(Problem to solve): Look through the data and write out every line with the word "明治通り" in it.

(Extracted data):
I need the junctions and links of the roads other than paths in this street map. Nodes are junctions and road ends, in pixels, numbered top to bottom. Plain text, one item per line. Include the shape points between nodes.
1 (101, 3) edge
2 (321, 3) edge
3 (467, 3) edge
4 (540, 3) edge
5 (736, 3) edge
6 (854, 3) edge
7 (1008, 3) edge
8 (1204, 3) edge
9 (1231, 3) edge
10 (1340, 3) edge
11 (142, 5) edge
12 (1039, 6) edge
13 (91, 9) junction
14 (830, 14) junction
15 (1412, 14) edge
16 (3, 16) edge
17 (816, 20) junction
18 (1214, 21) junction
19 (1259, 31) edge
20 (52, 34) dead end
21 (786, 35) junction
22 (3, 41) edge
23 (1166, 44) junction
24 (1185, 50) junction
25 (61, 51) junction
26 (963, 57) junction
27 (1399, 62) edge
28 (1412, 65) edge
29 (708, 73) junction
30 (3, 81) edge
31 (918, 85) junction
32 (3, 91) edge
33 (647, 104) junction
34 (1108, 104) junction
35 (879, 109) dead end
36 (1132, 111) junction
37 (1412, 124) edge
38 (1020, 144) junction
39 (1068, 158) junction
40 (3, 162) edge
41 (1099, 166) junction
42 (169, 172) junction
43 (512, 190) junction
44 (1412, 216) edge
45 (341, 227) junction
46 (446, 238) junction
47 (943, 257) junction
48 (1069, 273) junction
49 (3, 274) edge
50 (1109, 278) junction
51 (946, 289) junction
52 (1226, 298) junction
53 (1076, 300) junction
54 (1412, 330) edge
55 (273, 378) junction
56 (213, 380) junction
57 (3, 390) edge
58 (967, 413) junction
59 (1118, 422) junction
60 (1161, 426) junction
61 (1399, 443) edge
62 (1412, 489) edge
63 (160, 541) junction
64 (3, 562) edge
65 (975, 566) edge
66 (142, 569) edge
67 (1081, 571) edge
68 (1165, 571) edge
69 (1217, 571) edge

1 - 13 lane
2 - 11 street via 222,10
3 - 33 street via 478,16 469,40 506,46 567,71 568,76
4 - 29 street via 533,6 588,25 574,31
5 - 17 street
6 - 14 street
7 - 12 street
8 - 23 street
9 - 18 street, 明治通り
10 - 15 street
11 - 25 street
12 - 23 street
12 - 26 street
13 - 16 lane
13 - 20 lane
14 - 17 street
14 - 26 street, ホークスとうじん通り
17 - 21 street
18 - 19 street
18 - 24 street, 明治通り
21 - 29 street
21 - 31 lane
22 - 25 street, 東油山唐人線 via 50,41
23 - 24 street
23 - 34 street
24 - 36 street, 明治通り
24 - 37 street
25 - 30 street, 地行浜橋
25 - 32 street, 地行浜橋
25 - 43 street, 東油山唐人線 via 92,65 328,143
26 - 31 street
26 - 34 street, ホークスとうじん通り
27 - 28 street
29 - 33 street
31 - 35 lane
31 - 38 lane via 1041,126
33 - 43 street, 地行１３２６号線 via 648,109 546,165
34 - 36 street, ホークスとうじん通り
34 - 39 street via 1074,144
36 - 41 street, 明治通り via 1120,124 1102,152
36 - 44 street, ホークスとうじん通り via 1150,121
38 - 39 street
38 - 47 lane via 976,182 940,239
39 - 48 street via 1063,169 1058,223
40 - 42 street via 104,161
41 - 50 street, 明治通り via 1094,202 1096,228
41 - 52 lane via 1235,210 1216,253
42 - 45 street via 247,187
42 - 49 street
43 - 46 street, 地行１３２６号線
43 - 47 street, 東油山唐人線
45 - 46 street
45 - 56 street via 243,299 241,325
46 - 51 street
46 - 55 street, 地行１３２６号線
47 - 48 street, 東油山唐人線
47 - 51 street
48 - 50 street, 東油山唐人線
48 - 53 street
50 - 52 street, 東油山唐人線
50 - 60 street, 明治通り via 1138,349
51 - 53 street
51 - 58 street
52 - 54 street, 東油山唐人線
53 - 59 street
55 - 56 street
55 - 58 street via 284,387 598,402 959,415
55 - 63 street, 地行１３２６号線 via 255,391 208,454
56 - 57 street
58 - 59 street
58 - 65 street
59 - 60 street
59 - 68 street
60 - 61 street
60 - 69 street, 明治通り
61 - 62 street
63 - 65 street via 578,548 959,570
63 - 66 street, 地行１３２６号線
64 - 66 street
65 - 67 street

(Reply):
9 - 18 street, 明治通り
18 - 24 street, 明治通り
24 - 36 street, 明治通り
36 - 41 street, 明治通り via 1120,124 1102,152
41 - 50 street, 明治通り via 1094,202 1096,228
50 - 60 street, 明治通り via 1138,349
60 - 69 street, 明治通り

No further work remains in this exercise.